There are other difficulties, of course. In order for us to recover the markup, the variable component needs to be actually variable, and the invarying part actually not varying. If firms face some cost to adjust their inputs, then the markup will be partly determined by the cost of changing their input, which cannot be directly observed. We also need for the productivity draw to follow a random walk, which may not happen if the firm is not a price taker.
So is there anything which can be recovered? De Ridder, Grassi, and Morzenti have an excellent paper “The Hitchhiker’s Guide to Markup Estimation” on what it’s still useful for.
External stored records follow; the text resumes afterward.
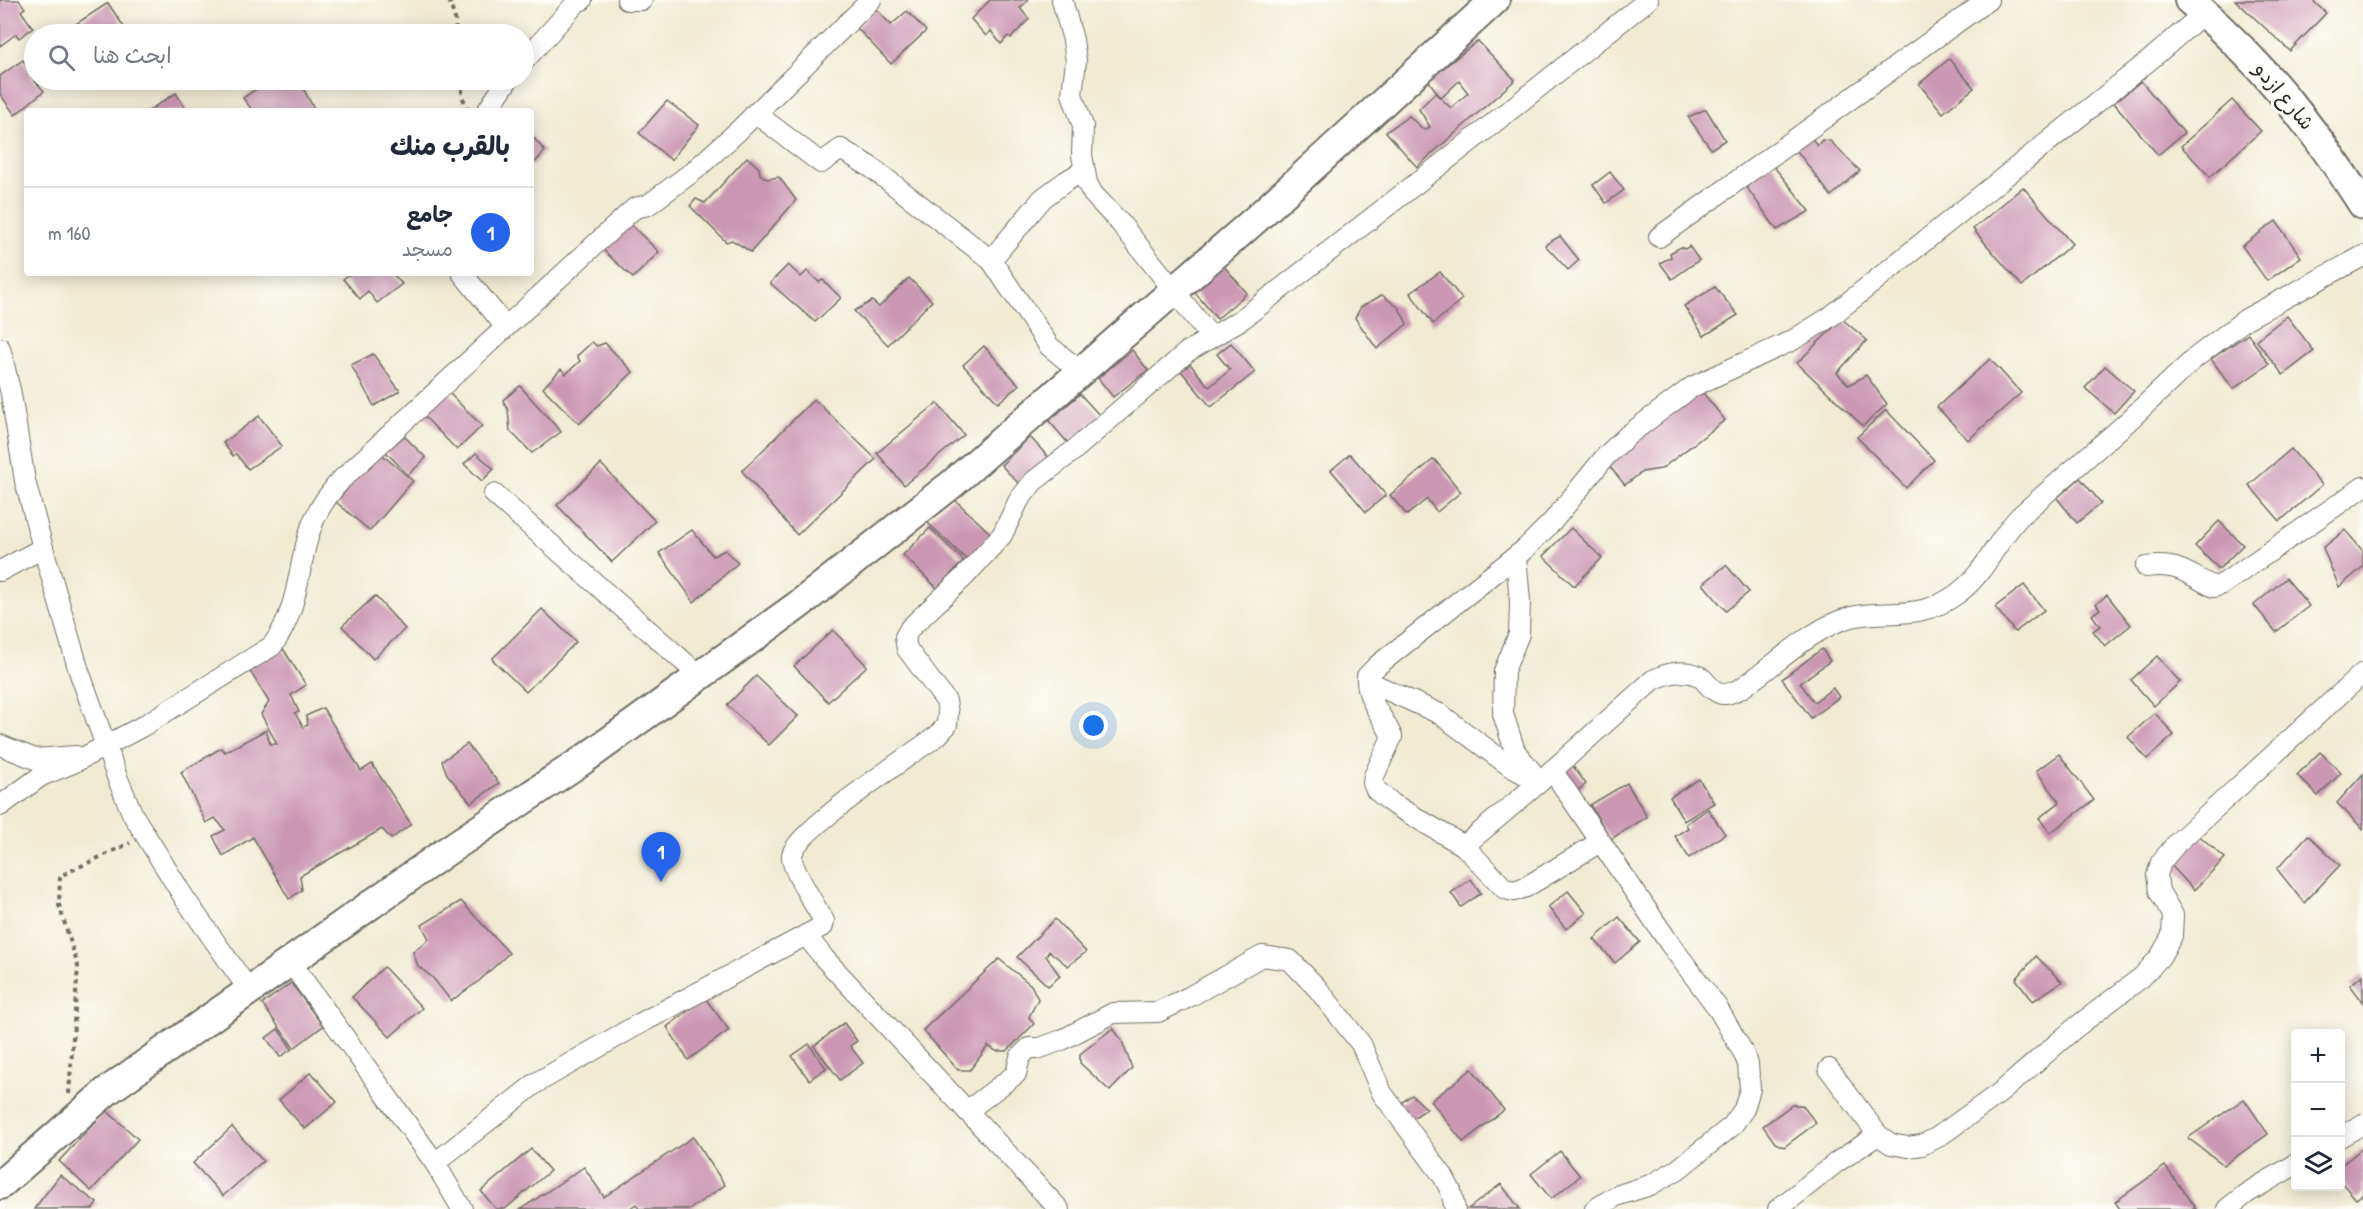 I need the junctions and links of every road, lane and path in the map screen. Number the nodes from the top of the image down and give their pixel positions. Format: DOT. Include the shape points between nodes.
graph roads {
  1 [pos="449,0"];
  2 [pos="582,0"];
  3 [pos="627,0"];
  4 [pos="642,0"];
  5 [pos="871,0"];
  6 [pos="1062,0"];
  7 [pos="1495,0"];
  8 [pos="1648,0"];
  9 [pos="1988,0"];
  10 [pos="2196,6"];
  11 [pos="454,24"];
  12 [pos="534,50"];
  13 [pos="462,90"];
  14 [pos="501,90"];
  15 [pos="468,108"];
  16 [pos="489,108"];
  17 [pos="755,113"];
  18 [pos="1083,171"];
  19 [pos="2363,204"];
  20 [pos="1659,237"];
  21 [pos="2363,256"];
  22 [pos="992,260"];
  23 [pos="464,276"];
  24 [pos="1174,291"];
  25 [pos="505,326"];
  26 [pos="1210,337"];
  27 [pos="0,348"];
  28 [pos="1081,372"];
  29 [pos="2363,487"];
  30 [pos="494,494"];
  31 [pos="43,548"];
  32 [pos="1516,557"];
  33 [pos="2145,567"];
  34 [pos="0,571"];
  35 [pos="2363,673"];
  36 [pos="700,676"];
  37 [pos="1367,681"];
  38 [pos="0,745"];
  39 [pos="106,746"];
  40 [pos="87,756"];
  41 [pos="1546,776"];
  42 [pos="0,806"];
  43 [pos="146,835"];
  44 [pos="1600,842"];
  45 [pos="1464,846"];
  46 [pos="806,935"];
  47 [pos="289,960"];
  48 [pos="249,990"];
  49 [pos="1829,1068"];
  50 [pos="967,1111"];
  51 [pos="2363,1124"];
  52 [pos="67,1125"];
  53 [pos="2345,1134"];
  54 [pos="1878,1135"];
  55 [pos="435,1163"];
  56 [pos="2291,1166"];
  57 [pos="0,1185"];
  58 [pos="462,1209"];
  59 [pos="1059,1209"];
  60 [pos="1455,1209"];
  61 [pos="1594,1209"];
  62 [pos="1778,1209"];
  63 [pos="2227,1209"];
  1 -- 11 [label="path"];
  2 -- 12 [label="street"];
  3 -- 4 [label="street"];
  5 -- 17 [label="street"];
  6 -- 18 [label="street" via="1075,50 1072,94 1083,126"];
  7 -- 24 [label="street"];
  8 -- 26 [label="street" via="1242,319"];
  9 -- 20 [label="street"];
  10 -- 19 [label="street, شارع ازدو" via="2267,73 2313,129"];
  10 -- 32 [label="street" via="2151,59 1830,317 1793,340 1692,387 1628,435"];
  13 -- 15 [label="path"];
  14 -- 16 [label="street"];
  17 -- 22 [label="street" via="821,163 841,149 872,168"];
  17 -- 25 [label="street" via="695,170 648,205 635,208"];
  18 -- 22 [label="street" via="1043,198"];
  18 -- 24 [label="street" via="1093,194"];
  21 -- 41 [label="street" via="2246,319 2194,358 2019,516 1975,580 1949,600 1925,611 1857,616 1838,622 1740,689 1726,694 1712,689 1700,676 1684,672 1666,674 1653,680"];
  22 -- 28 [label="street" via="1049,346"];
  23 -- 25 [label="street"];
  24 -- 26 [label="street"];
  24 -- 28 [label="street"];
  25 -- 39 [label="street" via="325,497 313,522 291,613 272,645 199,693"];
  26 -- 46 [label="street" via="1034,481 1019,500 1002,535 910,628 904,637 907,649 946,701 947,724 937,736 863,789 797,844 792,855 794,866 825,924"];
  27 -- 31 [label="street" via="25,481"];
  28 -- 36 [label="street" via="952,484"];
  29 -- 33 [label="street" via="2223,584 2214,587 2177,567"];
  30 -- 36 [label="street"];
  31 -- 34 [label="street"];
  31 -- 39 [label="street"];
  32 -- 37 [label="street" via="1378,665"];
  32 -- 41 [label="street" via="1518,634 1504,671 1503,714 1515,751"];
  35 -- 54 [label="street" via="2161,862 2157,875 2159,891 2173,915 2172,936 2142,977 2001,1092 1938,1137 1908,1147 1891,1144"];
  36 -- 47 [label="street"];
  37 -- 41 [label="street" via="1440,714 1511,767"];
  37 -- 45 [label="street" via="1373,705 1386,721 1392,737 1374,776 1376,790"];
  38 -- 40 [label="street" via="35,759"];
  39 -- 40 [label="street"];
  39 -- 43 [label="street" via="133,815"];
  40 -- 42 [label="street" via="41,776"];
  41 -- 44 [label="street"];
  41 -- 45 [label="street"];
  43 -- 48 [label="street"];
  43 -- 52 [label="path" via="60,876 59,905 78,966"];
  44 -- 45 [label="street" via="1514,891 1505,889"];
  44 -- 61 [label="street" via="1717,1007 1743,1052 1751,1076 1744,1109 1732,1126 1677,1170"];
  46 -- 50 [label="street"];
  46 -- 55 [label="street" via="536,1083"];
  47 -- 48 [label="street"];
  47 -- 55 [label="street"];
  48 -- 52 [label="street" via="107,1091"];
  49 -- 54 [label="street"];
  50 -- 59 [label="street"];
  50 -- 60 [label="street" via="1016,1074 1020,1057 1029,1048 1062,1040 1113,1013 1158,1012 1262,957 1290,960 1362,1044 1382,1093 1443,1176"];
  51 -- 53 [label="street"];
  52 -- 57 [label="street"];
  54 -- 62 [label="street"];
  55 -- 58 [label="street"];
  56 -- 63 [label="street"];
}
You may not be able to find the level of markups, but you can say something about trends in markups (if the industry has a constant production function from year to year) and about the dispersion of markups between firms. Dispersion of markups requires that different firms face different demand elasticities, and it is possible for each individual firm’s markup (as estimated with revenue) to covary with the true markup, even while the average markup does not.
De Ridder, Grassi, and Morzenti have access to complete data on firms in France from 2009 and 2019, which is rather like being able to check your answers against the answer key. The dispersion and trends predicted by the production method are extremely accurate. This might be enough to rescue De Loecker et al. – even though we don’t know how big markups are at any given time, we can plausibly argue that they have gotten either larger or smaller over time.
I have some scattered thoughts. It is possible that these excess profits are a good thing, insofar as it might be the result, or perhaps a cause, of greater innovation. In a roundabout way, this is really just concerned with mismeasured inputs into research and development. If we ever miss a source of spending – and this source of spending grows over time – then we will persistently misestimate profits.
> We could simply divide output by price.
I don't understand what this means. "Output" is some number of units sold per time. Dividing this quantity by price just gets us "units per time per price", which I can't think of a meaningful interpretation of. And the markup we're looking for is presumably either a dimensionless multiplier, or a difference denoted in a particular currency, so either way this calculation certainly doesn't give us that.
> In any event, greater markups indicate more distortions, and an inefficient allocation of resources across firms.
Why is this true when recouping fixed costs? Surely a company e.g. paying to develop a drug and then selling it at a markup to recover the costs of development can be socially efficient? How else are we supposed to do it?